To execute the GPU accelerator script, follow these steps:

Set up the GPU server environment with the necessary dependencies, including
pyzmq, xrt and underlying dependencies (numpy, scipy, matplotlib, pyopencl).
Start the server script, either as a standalone process or in conjunction with
the queue manager, based on your specific requirements.

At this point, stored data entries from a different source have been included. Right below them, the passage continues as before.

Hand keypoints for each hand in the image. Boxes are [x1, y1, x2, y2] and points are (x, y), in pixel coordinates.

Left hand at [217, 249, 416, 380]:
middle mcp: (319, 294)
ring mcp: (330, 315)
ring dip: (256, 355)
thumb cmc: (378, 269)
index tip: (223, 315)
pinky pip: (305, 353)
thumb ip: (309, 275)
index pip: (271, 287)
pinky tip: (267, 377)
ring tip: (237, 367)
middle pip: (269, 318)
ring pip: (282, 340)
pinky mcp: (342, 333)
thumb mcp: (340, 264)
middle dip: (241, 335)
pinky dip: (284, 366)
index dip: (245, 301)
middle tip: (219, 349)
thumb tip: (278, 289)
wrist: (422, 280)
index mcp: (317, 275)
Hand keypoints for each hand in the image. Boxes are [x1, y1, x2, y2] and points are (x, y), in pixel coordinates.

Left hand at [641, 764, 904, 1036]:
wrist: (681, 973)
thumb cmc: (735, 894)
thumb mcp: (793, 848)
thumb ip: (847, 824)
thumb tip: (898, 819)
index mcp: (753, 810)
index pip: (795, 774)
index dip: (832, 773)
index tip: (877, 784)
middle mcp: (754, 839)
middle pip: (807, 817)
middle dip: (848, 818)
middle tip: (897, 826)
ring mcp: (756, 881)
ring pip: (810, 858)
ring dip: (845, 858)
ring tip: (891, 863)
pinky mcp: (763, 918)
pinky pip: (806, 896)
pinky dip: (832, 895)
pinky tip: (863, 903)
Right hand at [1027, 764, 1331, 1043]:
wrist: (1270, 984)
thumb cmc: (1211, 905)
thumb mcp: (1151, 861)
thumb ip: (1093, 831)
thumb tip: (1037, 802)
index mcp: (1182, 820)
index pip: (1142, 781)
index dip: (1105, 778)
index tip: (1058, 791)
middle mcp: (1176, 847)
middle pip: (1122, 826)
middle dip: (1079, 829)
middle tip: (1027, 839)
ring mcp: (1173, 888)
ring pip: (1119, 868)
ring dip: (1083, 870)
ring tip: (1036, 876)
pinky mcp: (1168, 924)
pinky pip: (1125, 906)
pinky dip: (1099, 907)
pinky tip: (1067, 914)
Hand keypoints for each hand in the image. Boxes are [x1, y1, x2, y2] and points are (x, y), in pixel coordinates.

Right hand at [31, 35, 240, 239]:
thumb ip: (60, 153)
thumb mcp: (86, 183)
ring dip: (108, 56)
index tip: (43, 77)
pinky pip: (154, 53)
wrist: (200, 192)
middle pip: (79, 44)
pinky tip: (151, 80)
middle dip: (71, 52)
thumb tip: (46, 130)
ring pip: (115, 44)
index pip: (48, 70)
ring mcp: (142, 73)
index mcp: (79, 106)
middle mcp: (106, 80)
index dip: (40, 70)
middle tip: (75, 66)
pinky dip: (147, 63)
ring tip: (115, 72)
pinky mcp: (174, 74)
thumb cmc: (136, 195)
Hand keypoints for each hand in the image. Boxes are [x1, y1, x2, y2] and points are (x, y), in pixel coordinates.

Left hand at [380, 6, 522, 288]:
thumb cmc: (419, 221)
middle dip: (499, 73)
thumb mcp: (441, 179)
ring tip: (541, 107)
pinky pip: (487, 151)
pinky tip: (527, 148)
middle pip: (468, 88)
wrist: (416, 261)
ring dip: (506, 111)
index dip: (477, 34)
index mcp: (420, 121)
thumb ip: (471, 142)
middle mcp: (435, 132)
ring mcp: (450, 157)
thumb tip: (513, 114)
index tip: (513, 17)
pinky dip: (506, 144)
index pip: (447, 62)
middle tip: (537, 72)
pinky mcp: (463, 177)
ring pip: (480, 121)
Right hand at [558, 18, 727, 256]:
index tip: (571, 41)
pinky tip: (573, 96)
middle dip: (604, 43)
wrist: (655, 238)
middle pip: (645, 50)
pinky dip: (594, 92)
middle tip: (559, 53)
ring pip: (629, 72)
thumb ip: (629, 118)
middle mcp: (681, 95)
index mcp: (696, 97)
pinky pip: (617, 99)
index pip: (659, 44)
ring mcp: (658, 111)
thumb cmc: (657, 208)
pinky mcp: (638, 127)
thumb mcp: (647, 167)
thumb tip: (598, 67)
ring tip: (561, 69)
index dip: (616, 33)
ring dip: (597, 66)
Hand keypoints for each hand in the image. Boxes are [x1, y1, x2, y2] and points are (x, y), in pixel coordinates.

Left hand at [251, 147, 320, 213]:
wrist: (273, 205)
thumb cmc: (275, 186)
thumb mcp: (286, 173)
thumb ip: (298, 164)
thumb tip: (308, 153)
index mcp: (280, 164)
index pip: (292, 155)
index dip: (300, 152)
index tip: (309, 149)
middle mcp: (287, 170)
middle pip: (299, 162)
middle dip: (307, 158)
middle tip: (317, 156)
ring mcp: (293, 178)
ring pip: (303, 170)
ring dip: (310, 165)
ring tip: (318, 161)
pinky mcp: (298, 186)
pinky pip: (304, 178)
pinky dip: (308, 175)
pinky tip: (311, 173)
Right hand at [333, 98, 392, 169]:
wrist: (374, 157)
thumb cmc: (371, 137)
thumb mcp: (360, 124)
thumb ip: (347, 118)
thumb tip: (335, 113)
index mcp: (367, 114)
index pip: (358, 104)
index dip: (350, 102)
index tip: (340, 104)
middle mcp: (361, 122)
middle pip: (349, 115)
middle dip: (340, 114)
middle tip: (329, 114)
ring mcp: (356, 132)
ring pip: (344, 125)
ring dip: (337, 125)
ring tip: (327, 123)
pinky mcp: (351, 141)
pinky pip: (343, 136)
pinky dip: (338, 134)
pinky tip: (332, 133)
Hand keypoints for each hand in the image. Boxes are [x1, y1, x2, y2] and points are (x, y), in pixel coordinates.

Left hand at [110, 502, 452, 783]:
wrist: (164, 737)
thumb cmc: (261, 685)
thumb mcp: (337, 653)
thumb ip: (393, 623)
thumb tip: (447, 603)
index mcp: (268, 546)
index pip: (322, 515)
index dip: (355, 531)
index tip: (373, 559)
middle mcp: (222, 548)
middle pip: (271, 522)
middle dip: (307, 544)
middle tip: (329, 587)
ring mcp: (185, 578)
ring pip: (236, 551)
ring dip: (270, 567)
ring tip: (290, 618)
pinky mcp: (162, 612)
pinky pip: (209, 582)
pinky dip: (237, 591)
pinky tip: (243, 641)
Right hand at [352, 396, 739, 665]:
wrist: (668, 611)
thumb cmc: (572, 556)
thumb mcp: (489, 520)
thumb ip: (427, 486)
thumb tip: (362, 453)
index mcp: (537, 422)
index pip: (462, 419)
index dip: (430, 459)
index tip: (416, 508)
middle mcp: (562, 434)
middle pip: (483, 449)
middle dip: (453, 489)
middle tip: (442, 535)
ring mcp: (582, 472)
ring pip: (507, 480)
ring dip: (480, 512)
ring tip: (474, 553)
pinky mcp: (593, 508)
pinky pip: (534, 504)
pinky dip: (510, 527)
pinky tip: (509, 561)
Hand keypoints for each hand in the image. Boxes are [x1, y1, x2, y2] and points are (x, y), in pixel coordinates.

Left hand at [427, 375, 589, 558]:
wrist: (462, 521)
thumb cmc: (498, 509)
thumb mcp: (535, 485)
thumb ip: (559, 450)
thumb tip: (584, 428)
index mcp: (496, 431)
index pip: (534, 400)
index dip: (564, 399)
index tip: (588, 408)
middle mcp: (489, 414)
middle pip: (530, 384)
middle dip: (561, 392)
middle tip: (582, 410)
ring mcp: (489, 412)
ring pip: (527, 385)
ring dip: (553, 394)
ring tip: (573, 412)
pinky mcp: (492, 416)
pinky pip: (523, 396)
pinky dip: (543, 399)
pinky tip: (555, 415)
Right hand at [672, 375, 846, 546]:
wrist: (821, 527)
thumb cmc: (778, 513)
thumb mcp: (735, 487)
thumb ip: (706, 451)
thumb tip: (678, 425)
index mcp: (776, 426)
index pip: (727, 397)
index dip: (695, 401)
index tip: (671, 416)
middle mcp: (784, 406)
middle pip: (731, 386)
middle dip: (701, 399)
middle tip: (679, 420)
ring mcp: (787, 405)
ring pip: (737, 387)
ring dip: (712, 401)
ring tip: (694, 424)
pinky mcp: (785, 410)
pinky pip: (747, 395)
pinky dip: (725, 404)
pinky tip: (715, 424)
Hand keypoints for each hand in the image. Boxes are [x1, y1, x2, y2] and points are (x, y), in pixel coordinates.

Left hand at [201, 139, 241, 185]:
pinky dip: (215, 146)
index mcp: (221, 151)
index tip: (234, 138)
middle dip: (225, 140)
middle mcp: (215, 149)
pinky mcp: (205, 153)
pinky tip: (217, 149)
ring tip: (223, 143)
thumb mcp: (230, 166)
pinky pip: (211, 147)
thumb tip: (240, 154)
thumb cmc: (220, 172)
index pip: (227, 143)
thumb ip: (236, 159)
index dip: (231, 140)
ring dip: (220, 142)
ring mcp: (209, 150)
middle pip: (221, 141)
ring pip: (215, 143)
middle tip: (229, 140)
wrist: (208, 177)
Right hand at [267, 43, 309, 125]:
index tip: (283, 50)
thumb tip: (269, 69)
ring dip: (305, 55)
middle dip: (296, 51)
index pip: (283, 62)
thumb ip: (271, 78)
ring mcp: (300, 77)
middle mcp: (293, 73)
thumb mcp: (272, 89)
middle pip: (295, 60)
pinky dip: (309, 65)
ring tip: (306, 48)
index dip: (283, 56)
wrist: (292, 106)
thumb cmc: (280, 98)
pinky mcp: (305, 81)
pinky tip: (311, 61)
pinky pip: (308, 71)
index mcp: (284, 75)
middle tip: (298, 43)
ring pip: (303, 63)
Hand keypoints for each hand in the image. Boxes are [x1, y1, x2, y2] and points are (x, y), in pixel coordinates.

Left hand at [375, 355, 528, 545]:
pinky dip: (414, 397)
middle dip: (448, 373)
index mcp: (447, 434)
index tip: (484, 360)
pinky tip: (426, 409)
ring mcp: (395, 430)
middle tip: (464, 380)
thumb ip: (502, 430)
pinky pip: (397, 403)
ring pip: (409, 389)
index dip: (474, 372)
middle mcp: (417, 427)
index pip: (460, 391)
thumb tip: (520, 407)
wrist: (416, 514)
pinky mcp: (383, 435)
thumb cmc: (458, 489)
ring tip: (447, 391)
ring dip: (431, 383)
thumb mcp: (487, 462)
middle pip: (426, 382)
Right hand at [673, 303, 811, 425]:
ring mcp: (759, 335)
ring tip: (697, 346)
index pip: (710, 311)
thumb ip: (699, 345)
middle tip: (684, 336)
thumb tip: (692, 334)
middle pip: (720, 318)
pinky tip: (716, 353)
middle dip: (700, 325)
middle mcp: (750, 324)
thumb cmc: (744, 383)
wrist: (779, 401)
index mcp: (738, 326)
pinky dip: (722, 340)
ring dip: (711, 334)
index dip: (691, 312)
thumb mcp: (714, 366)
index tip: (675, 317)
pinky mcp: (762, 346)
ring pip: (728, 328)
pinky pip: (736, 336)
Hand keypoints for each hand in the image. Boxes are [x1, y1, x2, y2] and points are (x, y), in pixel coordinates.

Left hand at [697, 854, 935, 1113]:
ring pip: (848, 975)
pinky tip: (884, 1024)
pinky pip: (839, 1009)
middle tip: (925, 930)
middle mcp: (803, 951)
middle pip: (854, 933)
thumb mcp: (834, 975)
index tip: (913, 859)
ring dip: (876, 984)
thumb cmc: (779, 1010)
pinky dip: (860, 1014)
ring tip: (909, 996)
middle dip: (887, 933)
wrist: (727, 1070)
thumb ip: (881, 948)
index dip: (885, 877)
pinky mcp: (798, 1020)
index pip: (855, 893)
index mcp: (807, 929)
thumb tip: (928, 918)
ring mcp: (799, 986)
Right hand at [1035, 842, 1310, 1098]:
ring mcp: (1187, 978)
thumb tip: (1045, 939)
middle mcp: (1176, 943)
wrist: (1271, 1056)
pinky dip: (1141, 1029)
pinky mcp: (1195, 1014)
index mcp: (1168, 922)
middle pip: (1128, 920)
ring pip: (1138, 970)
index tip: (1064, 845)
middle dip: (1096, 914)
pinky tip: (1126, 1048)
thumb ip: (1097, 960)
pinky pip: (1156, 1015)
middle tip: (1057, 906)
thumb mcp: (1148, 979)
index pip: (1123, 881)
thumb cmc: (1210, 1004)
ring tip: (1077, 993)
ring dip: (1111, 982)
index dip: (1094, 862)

Ensure that the *client* Python script is configured to connect to the correct
server (or queue manager) address and port:

``targetOpenCL="GPU_SERVER_ADDRESS:15559"``


"""

__author__ = "Roman Chernikov, Konstantin Klementiev"
__date__ = "6 Jul 2023"

import zmq
import sys
import os; sys.path.append(os.path.join('..', '..', '..'))  # analysis:ignore
import numpy as np
import xrt.backends.raycing as raycing
import xrt.backends.raycing.myopencl as mcl
from xrt.backends.raycing.oes import OE
import pickle
from datetime import datetime

raycing._VERBOSITY_ = 80
PYVERSION = int(sys.version[0])

# Please specify here the OpenCL device installed on the server
targetOpenCL = 'GPU'

# Replace 'localhost' with queue manager address if not on the same machine
# if qmAddress is None, the server will work in standalone mode
qmAddress = 'localhost'


def send_zipped_pickle(socket, obj, flags=0, protocol=2):
    """pickle an object and zip the pickle before sending it"""
    p = pickle.dumps(obj, protocol)
    # z = zlib.compress(p, 8)
    return socket.send(p, flags=flags)


def recv_zipped_pickle(socket, flags=0, protocol=2):
    """inverse of send_zipped_pickle"""
    z = socket.recv(flags)
    # p = zlib.decompress(z)
    return pickle.loads(z)


diffractKernels = ['integrate_kirchhoff']
materialsKernels = ['get_amplitude', 'get_amplitude_multilayer',
                    'get_amplitude_graded_multilayer',
                    'get_amplitude_graded_multilayer_tran',
                    'estimate_bent_width', 'get_amplitudes_pytte']
undulatorKernels = ['undulator', 'undulator_taper', 'undulator_nf',
                    'undulator_full', 'undulator_nf_full',
                    'get_trajectory_filament', 'custom_field_filament',
                    'get_trajectory', 'custom_field']
oesKernels = ['reflect_crystal']


def main():
    matCL32 = mcl.XRT_CL(
        r'materials.cl', precisionOpenCL='float32', targetOpenCL=targetOpenCL)
    matCL64 = mcl.XRT_CL(
        r'materials.cl', precisionOpenCL='float64', targetOpenCL=targetOpenCL)
    sourceCL32 = mcl.XRT_CL(
        r'undulator.cl', precisionOpenCL='float32', targetOpenCL=targetOpenCL)
    sourceCL64 = mcl.XRT_CL(
        r'undulator.cl', precisionOpenCL='float64', targetOpenCL=targetOpenCL)
    waveCL = mcl.XRT_CL(
        r'diffract.cl', precisionOpenCL='float64', targetOpenCL=targetOpenCL)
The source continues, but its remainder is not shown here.